Pada pagi harinya Rasulullah mengutus Ammar bin Yasir serta beberapa sahabat untuk pergi ke sumur tersebut ketika sampai, mereka melihat airnya berwarna merah kecoklatan seperti air pacar/inai. Lantas mereka menimba airnya, mengangkat batunya, mengeluarkan sebuah kotak kecil dari dalamnya lalu membakarnya. ternyata di dalamnya terdapat seutas tali yang memiliki sebelas simpul. Selanjutnya Allah menurunkan kedua surah ini.

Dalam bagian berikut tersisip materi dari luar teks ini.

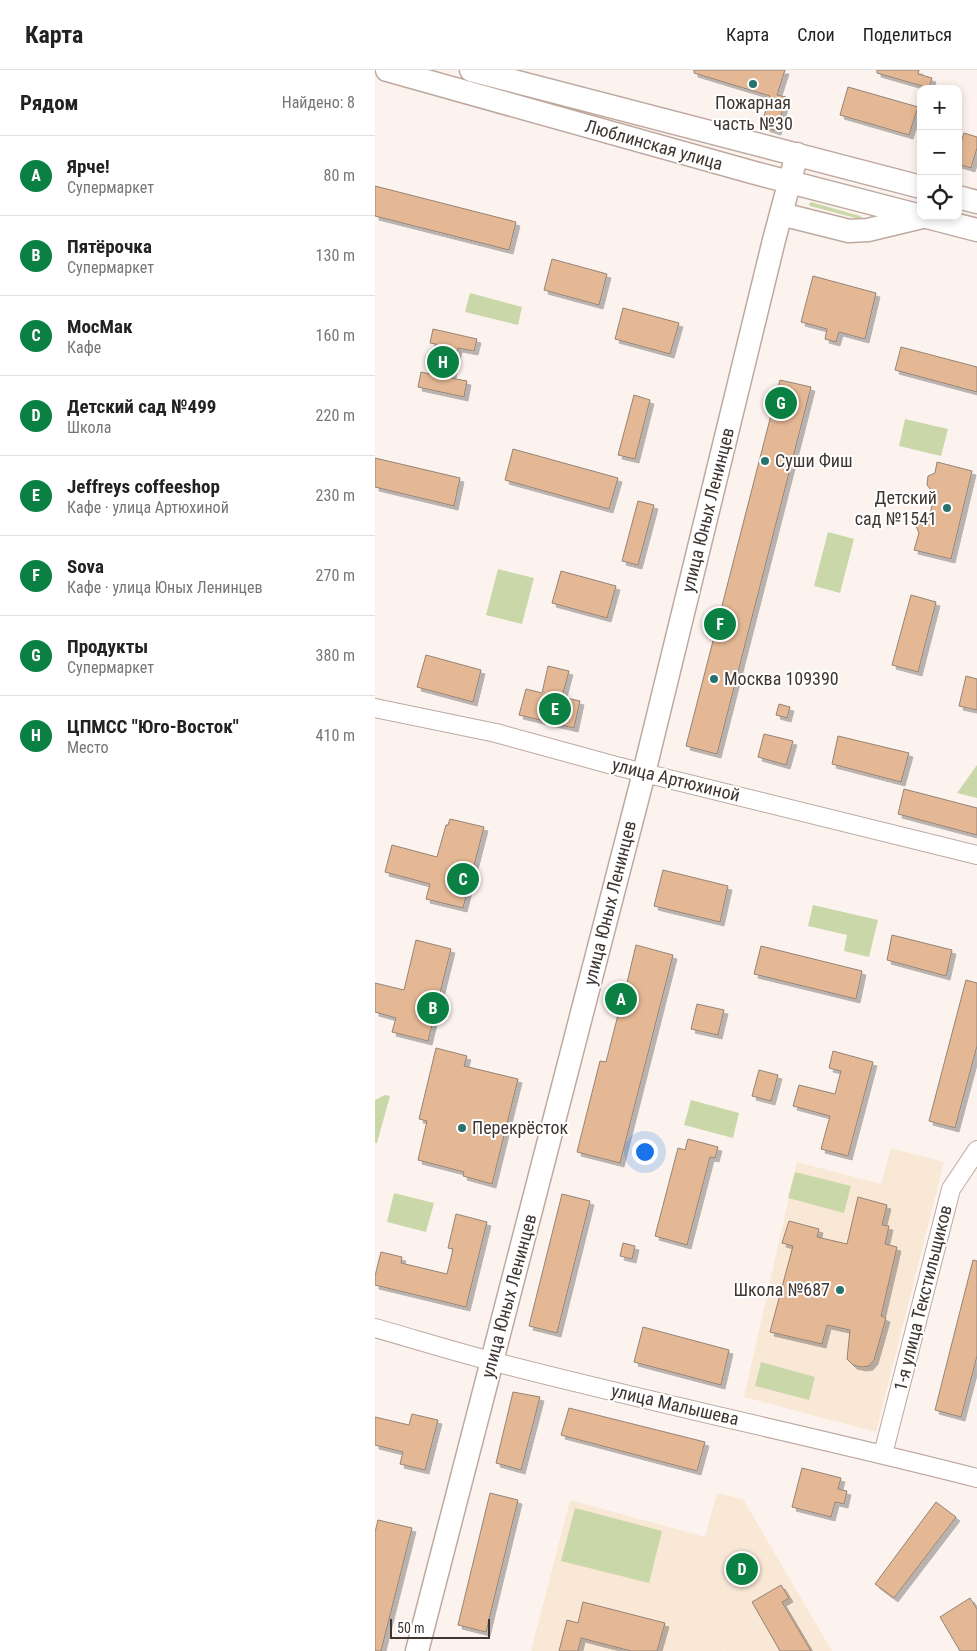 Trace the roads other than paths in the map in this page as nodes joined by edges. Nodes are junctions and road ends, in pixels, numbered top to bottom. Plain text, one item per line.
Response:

Setiap kali Rasulullah membaca satu ayat, maka terurailah satu simpul."

Riwayat yang hampir sama dengan di atas, terdapat di dalam shahih Bukhari dan shahih Muslim. namun tanpa menyebut turunnya kedua surah. (lihat Shahih Bukhari kitab Ath-Thibb, hadits no 5766; kitab Shahih Muslim kitab As-Salaam, hadits no 2189)
Akan tetapi terdapat riwayat serupa yang disertai penyebutan turunnya kedua surah.

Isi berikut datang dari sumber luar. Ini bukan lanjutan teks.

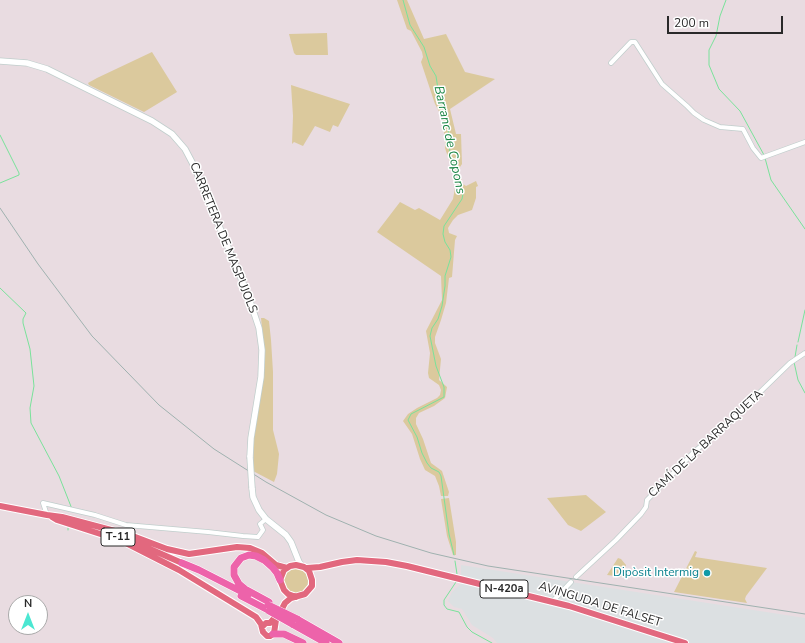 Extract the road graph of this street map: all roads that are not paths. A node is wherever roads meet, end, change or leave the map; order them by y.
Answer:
1 (0, 61) edge
2 (611, 63) dead end
3 (805, 142) edge
4 (805, 353) edge
5 (0, 506) edge
6 (49, 516) junction
7 (266, 519) junction
8 (293, 546) junction
9 (182, 563) joint
10 (288, 567) junction
11 (304, 567) junction
12 (320, 567) junction
13 (312, 577) junction
14 (576, 577) dead end
15 (280, 580) junction
16 (571, 582) dead end
17 (284, 590) junction
18 (296, 597) junction
19 (552, 602) junction
20 (268, 606) junction
21 (294, 622) junction
22 (262, 627) junction
23 (273, 628) junction
24 (303, 643) edge
25 (326, 643) edge
26 (338, 643) edge
27 (685, 643) edge

1 - 7 street, CARRETERA DE MASPUJOLS, bridge
2 - 3 street
4 - 14 street, CAMÍ DE LA BARRAQUETA
5 - 6 main road
6 - 7 street
6 - 9 main road, T-11
6 - 10 main road
6 - 22 main road
7 - 8 street, CARRETERA DE MASPUJOLS
8 - 10 street
8 - 11 street, CARRETERA DE MASPUJOLS
9 - 20 highway, T-11
10 - 11 main road
10 - 15 main road
11 - 12 main road, AVINGUDA DE FALSET / N-420a
11 - 13 main road
12 - 13 main road
12 - 19 main road, AVINGUDA DE FALSET / N-420a
13 - 18 main road
15 - 17 main road
15 - 20 highway
16 - 19 street
17 - 18 main road
17 - 23 main road
18 - 23 main road
19 - 27 main road, AVINGUDA DE FALSET / N-420a
20 - 21 highway, T-11, bridge
21 - 25 highway, T-11
21 - 26 highway, T-11
22 - 23 main road
22 - 23 main road
23 - 24 highway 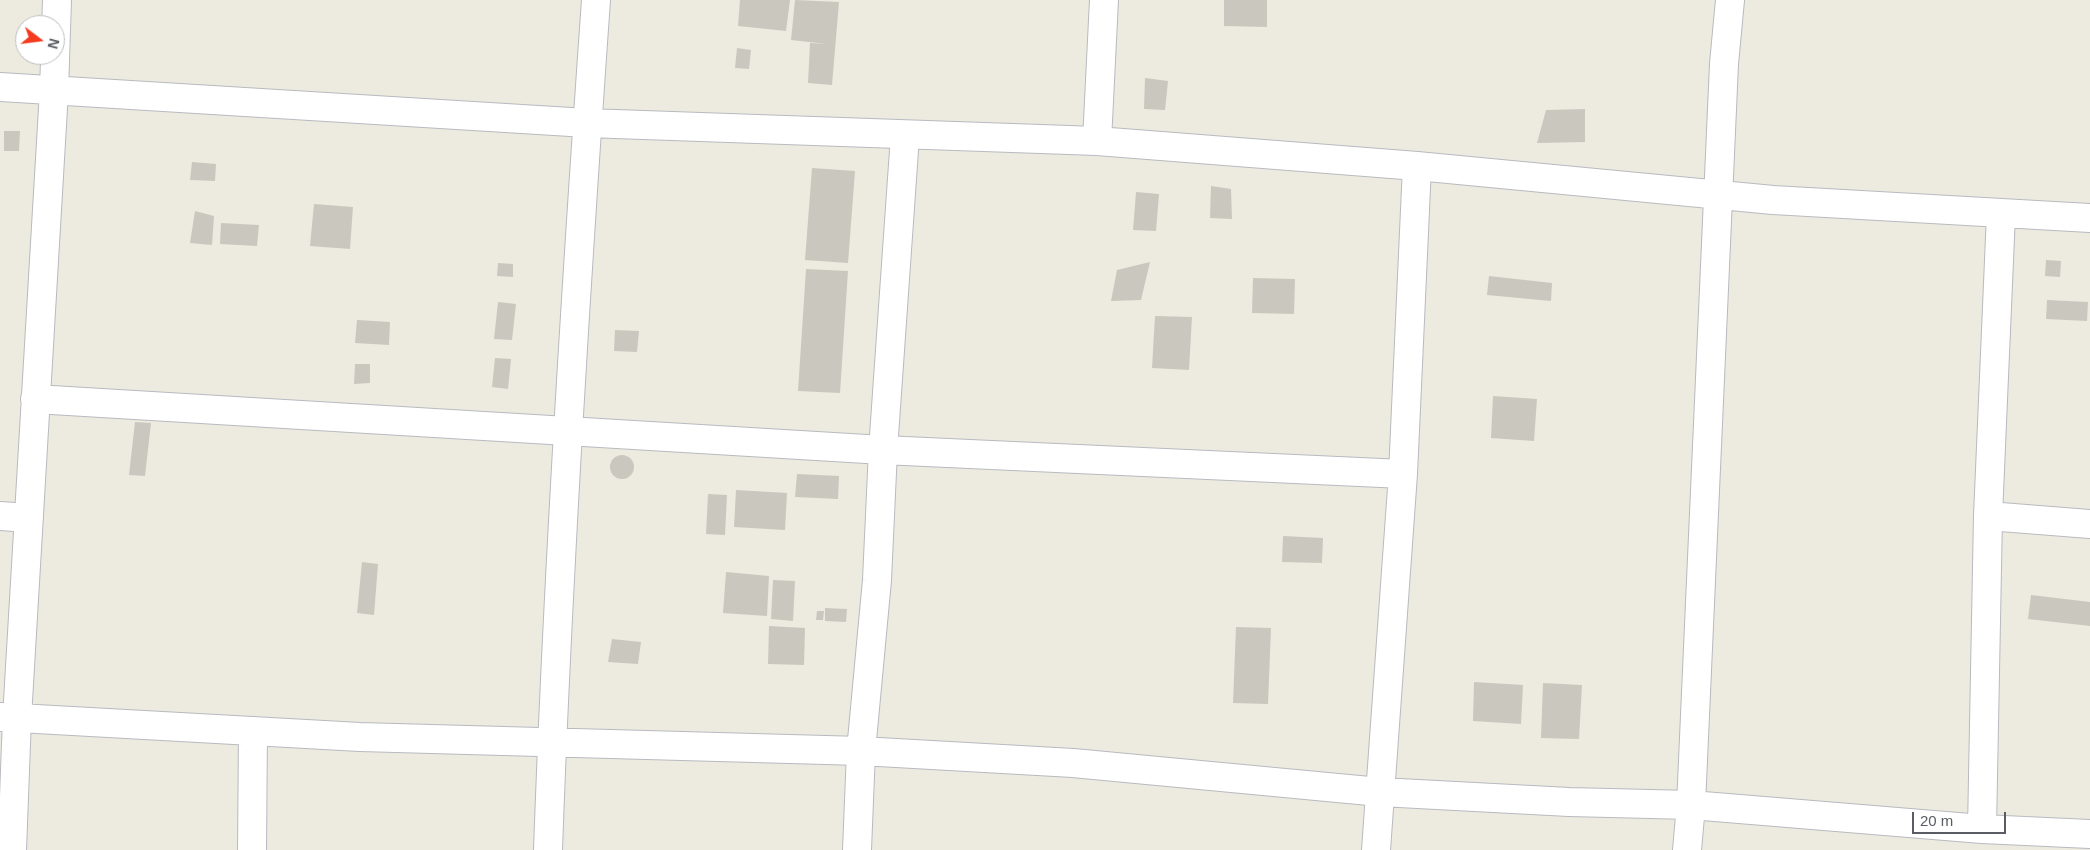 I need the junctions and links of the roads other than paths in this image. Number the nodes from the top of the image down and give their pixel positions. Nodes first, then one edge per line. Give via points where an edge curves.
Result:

Abu Nu'aim meriwayatkan dalam kitab ad-Dalaa'il dari jalur Abu Ja'far ar-Razi dari Rabi' bin Anas dari Anas bin Malik yang berkata, "Seorang laki-laki Yahudi membuatkan sesuatu terhadap Rasulullah sehingga beliau menderita sakit parah. Tatkala para sahabat menjenguk, mereka meyakini bahwa Rasulullah telah terkena sihir, Malaikat Jibril kemudian turun membawa al-rnu'awwidzatain (surah al-Falaq dan an-Naas) untuk mengobatinya. Akhirnya, Rasulullah pun kembali sehat."

Penutup

Al Quran dimulai dengan surat Al Faatihah yang diantara isinya ialah agar manusia memohon hidayat ke jalan yang lurus dan memohon pertolongan dari Allah s.w.t. dan diakhiri dengan surat An Naas yang menganjurkan agar manusia memohon perlindungan kepada Allah dari segala kejahatan.